O sistema estadualista e oligárquico, que prevaleceu na República Velha, reforçou a patronagem no plano subnacional pela via da política do coronelismo (ABRUCIO, PEDROTI, PÓ, 2010). Coronelismo significava que os coronéis17 exerciam o poder político, econômico e social sobre a população local e, por conseguinte, influenciavam a tomada de decisão da política regional e nacional e exerciam certo controle sobre as eleições. Isso evidencia a fragilidade do sistema

eleitoral e da autonomia de escolha de representantes pela população. Em alguns estados, os coronéis ditavam as regras e o Estado era uma extensão de seus domínios.

Some-se a essa influência nefasta o processo eleitoral, bem como as fraudes na apuração dos votos que contavam com a conivência do próprio Congresso em acordo com o presidente da República para o reconhecimento dos deputados.
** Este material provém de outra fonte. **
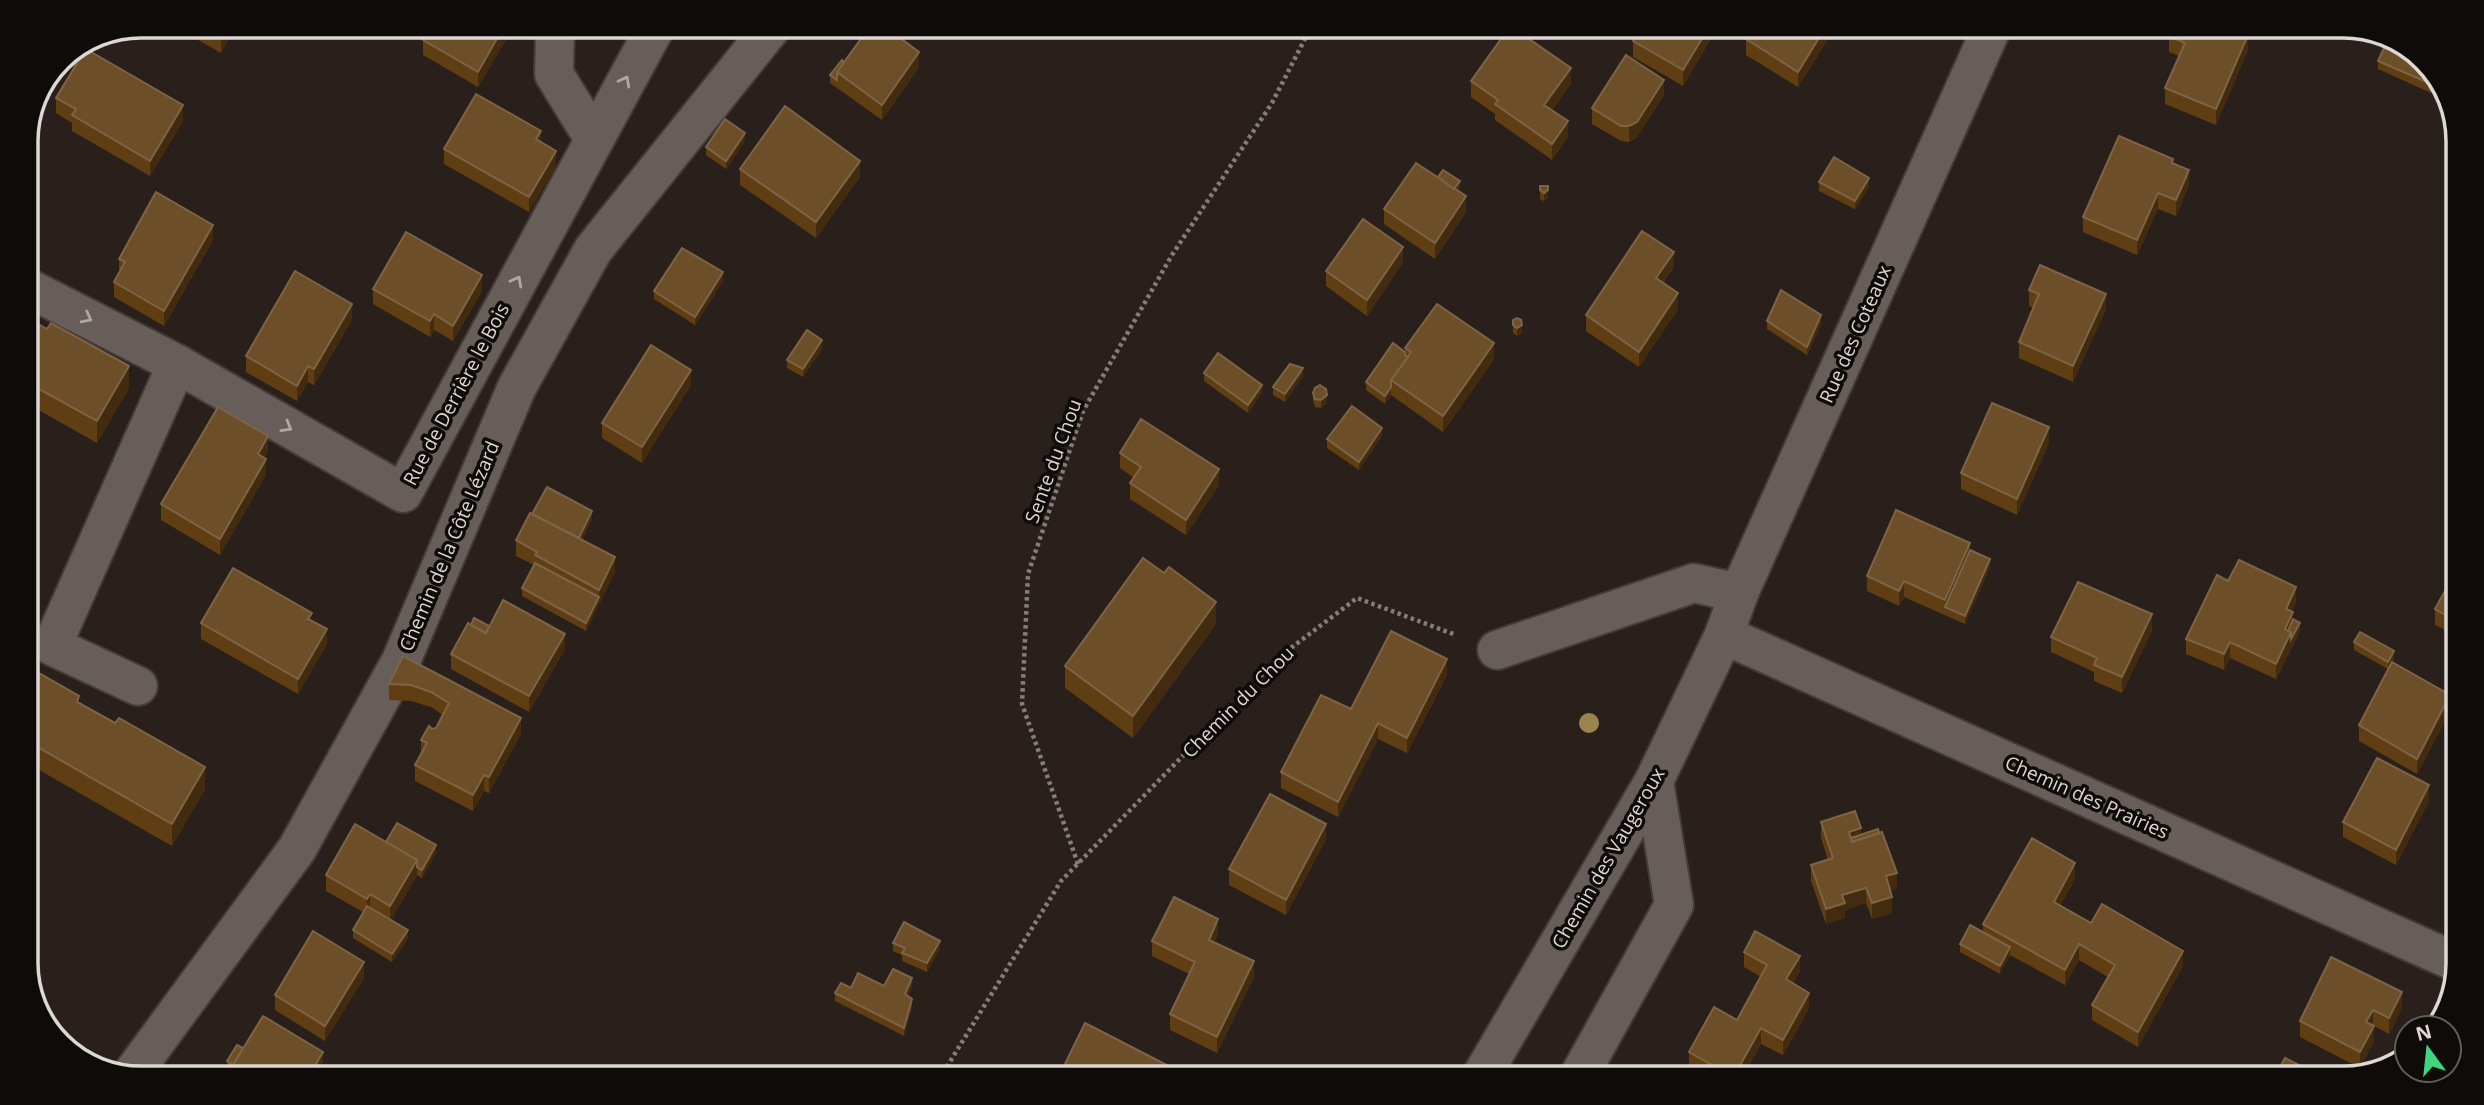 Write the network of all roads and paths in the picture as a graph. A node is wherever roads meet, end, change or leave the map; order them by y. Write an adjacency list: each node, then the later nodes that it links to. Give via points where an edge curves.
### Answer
1 (555, 38): 6 (street, via 554,74)
2 (650, 38): 6 (street, Rue de Derrière le Bois, one-way to 2)
3 (764, 38): 16 (street, Chemin de la Côte Lézard, via 593,250 517,387 401,661 297,849)
4 (1305, 38): 14 (path, Sente du Chou, via 1272,103 1172,255 1083,411 1028,574 1022,704)
5 (1987, 38): 9 (street, Rue des Coteaux)
6 (594, 139): 8 (street, Rue de Derrière le Bois, one-way to 6, via 403,493)
7 (39, 294): 8 (street, Rue de Derrière le Bois, one-way to 8)
8 (177, 364): 12 (street, via 52,646)
9 (1740, 593): 10 (street, Rue des Coteaux); 11 (street, via 1694,583)
10 (1724, 635): 13 (street, Chemin des Vaugeroux); 15 (street, Chemin des Prairies)
11 (1497, 650): 14 (path, Chemin du Chou, via 1357,598 1279,657)
12 (138, 686)
13 (1654, 781): 18 (street, Chemin des Vaugeroux); 19 (street, via 1674,905)
14 (1078, 864): 17 (path, Chemin du Chou, via 1061,881)
15 (2446, 958)
16 (138, 1066)
17 (947, 1066)
18 (1487, 1066)
19 (1584, 1066)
Para Leal (1980), o coronelismo se constituía um sistema político expresso numa complexa rede de relações que ia desde o coronel até o presidente da República.

Com o advento do federalismo, os governadores eleitos tinham autonomia para governar, todavia, deviam negociar e manter uma relação de troca com os coronéis a fim de manter certa estabilidade. Essa relação envolvia o apoio dos coronéis para angariar votos nos locais onde exerciam domínio. Em troca, os governadores distribuíam vantagens aos apoiadores. A distribuição de cargos públicos não era apenas uma questão de empreguismo, mas sim o privilégio dado aos coronéis para indicar pessoas para assumir cargos de juiz, delegado e, até mesmo, de professora primária.

Isso servia aos interesses econômicos, de segurança, manutenção e ampliação dos poderes instrumental, estrutural e simbólico dos coronéis (LEAL, 1980). As funções do juiz e do delegado, estando sob o domínio de alguns coronéis, eram utilizadas como recursos estratégicos para o controle da mão de obra e para a competição com fazendeiros rivais ao permitir oprimir ou proteger os próprios trabalhadores ou perseguir os trabalhadores dos rivais fazendo uso da polícia como trunfo na luta econômica (CARVALHO, 1997).

Na República, as tarefas de manutenção da ordem foram submetidas à burocracia na medida em que delegados se tornaram funcionários públicos, e os estados aumentaram rapidamente o efetivo de suas polícias militares que substituíram a Guarda Nacional na sua função original. A Igreja também foi separada do Estado, tendo em vista que serviços antes efetuados por ela, a exemplo do registro civil (de nascimento, de casamento e de morte), passaram a ser responsabilidade do Estado.

As novas elites médias urbanas foram atreladas às oligarquias de cuja patronagem dependiam – o que impôs limites à sua crítica - devido às ligações familiares, de amizade e lealdade (COSTA, 1999). Segundo Carvalho (1997), não

havia lutas de classe, pois os interesses mais amplos dos coronéis, como classe, eram raramente desafiados pelos governos ou pelos trabalhadores. Para Faoro (2001), acima das classes, estava o aparelhamento político por uma camada social nem sempre articulada que imperava, regia e governava, em benefício próprio, num círculo vicioso e impermeável de comando.